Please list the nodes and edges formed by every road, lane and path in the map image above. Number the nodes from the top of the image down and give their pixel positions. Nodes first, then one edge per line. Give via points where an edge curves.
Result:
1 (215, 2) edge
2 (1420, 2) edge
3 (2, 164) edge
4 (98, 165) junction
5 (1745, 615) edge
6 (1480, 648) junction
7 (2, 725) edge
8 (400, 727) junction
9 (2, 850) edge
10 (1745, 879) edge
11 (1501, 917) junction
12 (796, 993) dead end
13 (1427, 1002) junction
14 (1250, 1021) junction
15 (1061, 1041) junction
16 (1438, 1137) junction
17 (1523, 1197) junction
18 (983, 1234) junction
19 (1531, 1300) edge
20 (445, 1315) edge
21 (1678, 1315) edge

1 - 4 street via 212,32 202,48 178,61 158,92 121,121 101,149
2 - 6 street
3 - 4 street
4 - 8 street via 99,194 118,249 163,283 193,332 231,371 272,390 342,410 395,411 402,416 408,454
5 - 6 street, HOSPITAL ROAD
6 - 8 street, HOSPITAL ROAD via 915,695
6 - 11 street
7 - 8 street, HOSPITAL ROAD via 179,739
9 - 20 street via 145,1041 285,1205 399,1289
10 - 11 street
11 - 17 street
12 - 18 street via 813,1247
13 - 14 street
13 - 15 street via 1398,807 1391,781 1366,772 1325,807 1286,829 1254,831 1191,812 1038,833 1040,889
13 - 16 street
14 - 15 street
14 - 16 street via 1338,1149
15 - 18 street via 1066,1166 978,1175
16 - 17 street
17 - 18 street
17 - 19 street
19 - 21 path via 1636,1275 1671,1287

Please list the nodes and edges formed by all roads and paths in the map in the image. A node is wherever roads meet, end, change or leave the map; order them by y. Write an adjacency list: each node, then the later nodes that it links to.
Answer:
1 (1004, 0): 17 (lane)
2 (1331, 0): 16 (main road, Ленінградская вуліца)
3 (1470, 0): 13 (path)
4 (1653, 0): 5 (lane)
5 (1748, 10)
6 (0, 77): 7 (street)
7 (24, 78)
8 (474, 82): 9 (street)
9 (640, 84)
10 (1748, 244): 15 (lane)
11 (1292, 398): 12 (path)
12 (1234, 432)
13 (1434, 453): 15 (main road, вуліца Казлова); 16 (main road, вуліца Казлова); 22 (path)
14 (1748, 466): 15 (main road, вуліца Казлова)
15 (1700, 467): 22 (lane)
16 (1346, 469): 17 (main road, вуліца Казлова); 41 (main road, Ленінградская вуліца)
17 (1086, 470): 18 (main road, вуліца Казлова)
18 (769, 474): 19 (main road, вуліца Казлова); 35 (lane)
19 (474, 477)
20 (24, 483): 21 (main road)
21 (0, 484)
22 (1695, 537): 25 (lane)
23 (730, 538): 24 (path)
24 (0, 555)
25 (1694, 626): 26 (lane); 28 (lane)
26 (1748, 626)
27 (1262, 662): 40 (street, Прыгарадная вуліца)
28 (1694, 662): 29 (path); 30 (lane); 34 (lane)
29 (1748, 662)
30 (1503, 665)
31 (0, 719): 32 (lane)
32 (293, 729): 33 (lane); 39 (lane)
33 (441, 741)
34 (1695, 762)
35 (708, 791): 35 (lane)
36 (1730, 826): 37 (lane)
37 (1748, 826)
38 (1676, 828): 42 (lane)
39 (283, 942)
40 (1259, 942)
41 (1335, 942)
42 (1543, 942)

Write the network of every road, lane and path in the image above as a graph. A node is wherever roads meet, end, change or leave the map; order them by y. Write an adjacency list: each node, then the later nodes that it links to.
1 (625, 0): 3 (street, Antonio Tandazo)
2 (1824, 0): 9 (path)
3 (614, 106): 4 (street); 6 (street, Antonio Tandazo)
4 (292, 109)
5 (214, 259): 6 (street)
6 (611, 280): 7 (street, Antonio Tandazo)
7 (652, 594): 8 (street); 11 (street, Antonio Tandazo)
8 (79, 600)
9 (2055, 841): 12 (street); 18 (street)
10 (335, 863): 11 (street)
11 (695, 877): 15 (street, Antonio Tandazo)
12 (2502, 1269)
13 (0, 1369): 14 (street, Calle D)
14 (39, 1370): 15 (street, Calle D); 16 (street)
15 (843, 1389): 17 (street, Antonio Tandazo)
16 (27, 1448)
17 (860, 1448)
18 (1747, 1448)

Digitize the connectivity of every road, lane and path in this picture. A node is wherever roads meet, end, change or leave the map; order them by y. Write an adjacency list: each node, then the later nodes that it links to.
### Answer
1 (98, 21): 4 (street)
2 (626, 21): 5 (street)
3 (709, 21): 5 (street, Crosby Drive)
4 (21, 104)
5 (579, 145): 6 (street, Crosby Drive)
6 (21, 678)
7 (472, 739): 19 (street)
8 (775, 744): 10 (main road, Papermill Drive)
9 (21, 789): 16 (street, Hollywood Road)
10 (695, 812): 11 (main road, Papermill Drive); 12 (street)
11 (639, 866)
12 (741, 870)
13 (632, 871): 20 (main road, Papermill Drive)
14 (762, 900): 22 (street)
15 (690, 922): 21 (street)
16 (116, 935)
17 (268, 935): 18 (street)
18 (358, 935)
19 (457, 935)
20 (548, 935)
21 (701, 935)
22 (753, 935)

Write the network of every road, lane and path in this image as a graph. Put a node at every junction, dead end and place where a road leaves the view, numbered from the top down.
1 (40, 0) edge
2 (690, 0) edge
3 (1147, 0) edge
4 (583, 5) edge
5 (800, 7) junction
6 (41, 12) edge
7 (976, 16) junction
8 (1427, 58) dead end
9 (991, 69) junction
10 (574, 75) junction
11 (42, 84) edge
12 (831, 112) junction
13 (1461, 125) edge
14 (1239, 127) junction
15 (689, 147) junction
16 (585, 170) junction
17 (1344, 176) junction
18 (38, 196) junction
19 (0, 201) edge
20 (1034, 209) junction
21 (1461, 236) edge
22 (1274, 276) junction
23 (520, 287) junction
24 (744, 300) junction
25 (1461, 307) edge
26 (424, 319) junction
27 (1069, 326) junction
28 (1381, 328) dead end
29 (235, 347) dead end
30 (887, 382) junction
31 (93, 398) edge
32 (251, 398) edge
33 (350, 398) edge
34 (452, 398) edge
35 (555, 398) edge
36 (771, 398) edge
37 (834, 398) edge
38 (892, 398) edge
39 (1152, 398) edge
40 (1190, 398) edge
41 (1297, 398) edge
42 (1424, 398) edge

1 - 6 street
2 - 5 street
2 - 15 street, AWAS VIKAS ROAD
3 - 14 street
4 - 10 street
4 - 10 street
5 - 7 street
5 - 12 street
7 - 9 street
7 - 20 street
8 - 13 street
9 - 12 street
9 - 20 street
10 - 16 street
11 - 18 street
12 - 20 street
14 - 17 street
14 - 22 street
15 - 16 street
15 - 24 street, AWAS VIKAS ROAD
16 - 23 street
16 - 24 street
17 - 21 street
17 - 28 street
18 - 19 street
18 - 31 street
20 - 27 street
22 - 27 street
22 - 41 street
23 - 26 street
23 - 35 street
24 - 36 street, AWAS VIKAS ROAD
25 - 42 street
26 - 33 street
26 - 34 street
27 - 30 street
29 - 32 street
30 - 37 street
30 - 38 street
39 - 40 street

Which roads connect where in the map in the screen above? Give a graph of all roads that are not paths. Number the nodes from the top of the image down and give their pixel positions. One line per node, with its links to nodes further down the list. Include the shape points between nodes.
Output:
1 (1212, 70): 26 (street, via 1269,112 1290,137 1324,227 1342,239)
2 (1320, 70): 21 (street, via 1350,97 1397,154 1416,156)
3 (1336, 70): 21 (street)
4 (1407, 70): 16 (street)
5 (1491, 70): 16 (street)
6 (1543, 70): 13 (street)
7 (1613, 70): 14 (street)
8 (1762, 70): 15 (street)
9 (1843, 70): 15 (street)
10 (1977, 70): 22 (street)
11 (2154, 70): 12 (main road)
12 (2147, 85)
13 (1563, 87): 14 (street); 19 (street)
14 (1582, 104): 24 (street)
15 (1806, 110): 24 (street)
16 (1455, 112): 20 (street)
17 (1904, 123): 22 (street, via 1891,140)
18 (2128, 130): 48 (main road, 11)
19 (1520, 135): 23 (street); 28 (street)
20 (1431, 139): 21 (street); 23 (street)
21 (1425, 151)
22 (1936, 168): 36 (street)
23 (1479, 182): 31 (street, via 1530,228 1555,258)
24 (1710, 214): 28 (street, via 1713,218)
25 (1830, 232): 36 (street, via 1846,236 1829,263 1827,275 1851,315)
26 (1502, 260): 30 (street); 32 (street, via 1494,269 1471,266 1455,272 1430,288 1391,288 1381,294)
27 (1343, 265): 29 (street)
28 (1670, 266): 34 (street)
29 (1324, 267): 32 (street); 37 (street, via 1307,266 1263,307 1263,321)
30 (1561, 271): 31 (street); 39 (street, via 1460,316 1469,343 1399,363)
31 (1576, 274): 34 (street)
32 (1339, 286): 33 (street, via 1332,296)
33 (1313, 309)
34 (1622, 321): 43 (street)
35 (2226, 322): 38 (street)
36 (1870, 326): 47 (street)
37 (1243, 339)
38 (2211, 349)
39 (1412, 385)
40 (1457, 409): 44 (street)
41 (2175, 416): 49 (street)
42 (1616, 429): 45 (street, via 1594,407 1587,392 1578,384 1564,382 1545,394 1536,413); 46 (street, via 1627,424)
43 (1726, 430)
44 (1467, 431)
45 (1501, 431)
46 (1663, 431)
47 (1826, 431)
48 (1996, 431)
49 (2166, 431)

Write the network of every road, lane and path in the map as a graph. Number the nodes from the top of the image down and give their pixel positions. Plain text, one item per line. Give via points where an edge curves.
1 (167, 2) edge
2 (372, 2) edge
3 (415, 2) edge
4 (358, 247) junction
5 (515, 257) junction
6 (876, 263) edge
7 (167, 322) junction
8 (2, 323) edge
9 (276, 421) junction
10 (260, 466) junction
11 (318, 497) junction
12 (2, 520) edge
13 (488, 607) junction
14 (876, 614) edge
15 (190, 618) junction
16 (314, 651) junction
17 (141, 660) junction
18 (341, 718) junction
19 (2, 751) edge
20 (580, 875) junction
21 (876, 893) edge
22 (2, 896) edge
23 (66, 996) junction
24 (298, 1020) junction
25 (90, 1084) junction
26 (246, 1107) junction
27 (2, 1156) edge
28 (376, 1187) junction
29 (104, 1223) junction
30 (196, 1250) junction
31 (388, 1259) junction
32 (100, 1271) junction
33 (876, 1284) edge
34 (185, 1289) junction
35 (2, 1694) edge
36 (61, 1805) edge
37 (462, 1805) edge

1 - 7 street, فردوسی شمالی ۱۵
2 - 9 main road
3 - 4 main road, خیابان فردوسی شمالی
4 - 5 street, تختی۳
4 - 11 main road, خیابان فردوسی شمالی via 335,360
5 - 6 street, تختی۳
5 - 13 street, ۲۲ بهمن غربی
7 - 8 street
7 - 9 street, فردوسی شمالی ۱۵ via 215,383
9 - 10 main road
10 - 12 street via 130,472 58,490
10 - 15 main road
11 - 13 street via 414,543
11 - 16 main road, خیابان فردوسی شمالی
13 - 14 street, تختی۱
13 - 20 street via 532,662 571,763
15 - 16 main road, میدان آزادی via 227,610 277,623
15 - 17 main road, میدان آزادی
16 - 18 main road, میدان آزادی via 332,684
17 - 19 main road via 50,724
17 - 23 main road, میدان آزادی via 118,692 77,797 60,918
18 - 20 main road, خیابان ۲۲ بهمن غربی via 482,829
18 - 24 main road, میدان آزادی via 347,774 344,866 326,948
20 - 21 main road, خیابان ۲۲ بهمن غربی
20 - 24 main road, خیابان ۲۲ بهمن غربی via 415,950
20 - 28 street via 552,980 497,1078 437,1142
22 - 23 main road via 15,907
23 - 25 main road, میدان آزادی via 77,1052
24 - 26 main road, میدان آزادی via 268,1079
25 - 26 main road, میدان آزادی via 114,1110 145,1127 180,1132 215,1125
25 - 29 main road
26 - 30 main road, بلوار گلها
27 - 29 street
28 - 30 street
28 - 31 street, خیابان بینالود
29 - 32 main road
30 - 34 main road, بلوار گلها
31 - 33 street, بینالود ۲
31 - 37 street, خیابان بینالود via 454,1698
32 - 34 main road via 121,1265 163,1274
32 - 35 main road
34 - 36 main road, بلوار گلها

**TASK OBJECTIVE:**
What is wanted is a copy of every line in the listing that includes the word "Ленінградская".

**ANSWER SPACE:**
2 (1331, 0): 16 (main road, Ленінградская вуліца)
16 (1346, 469): 17 (main road, вуліца Казлова); 41 (main road, Ленінградская вуліца)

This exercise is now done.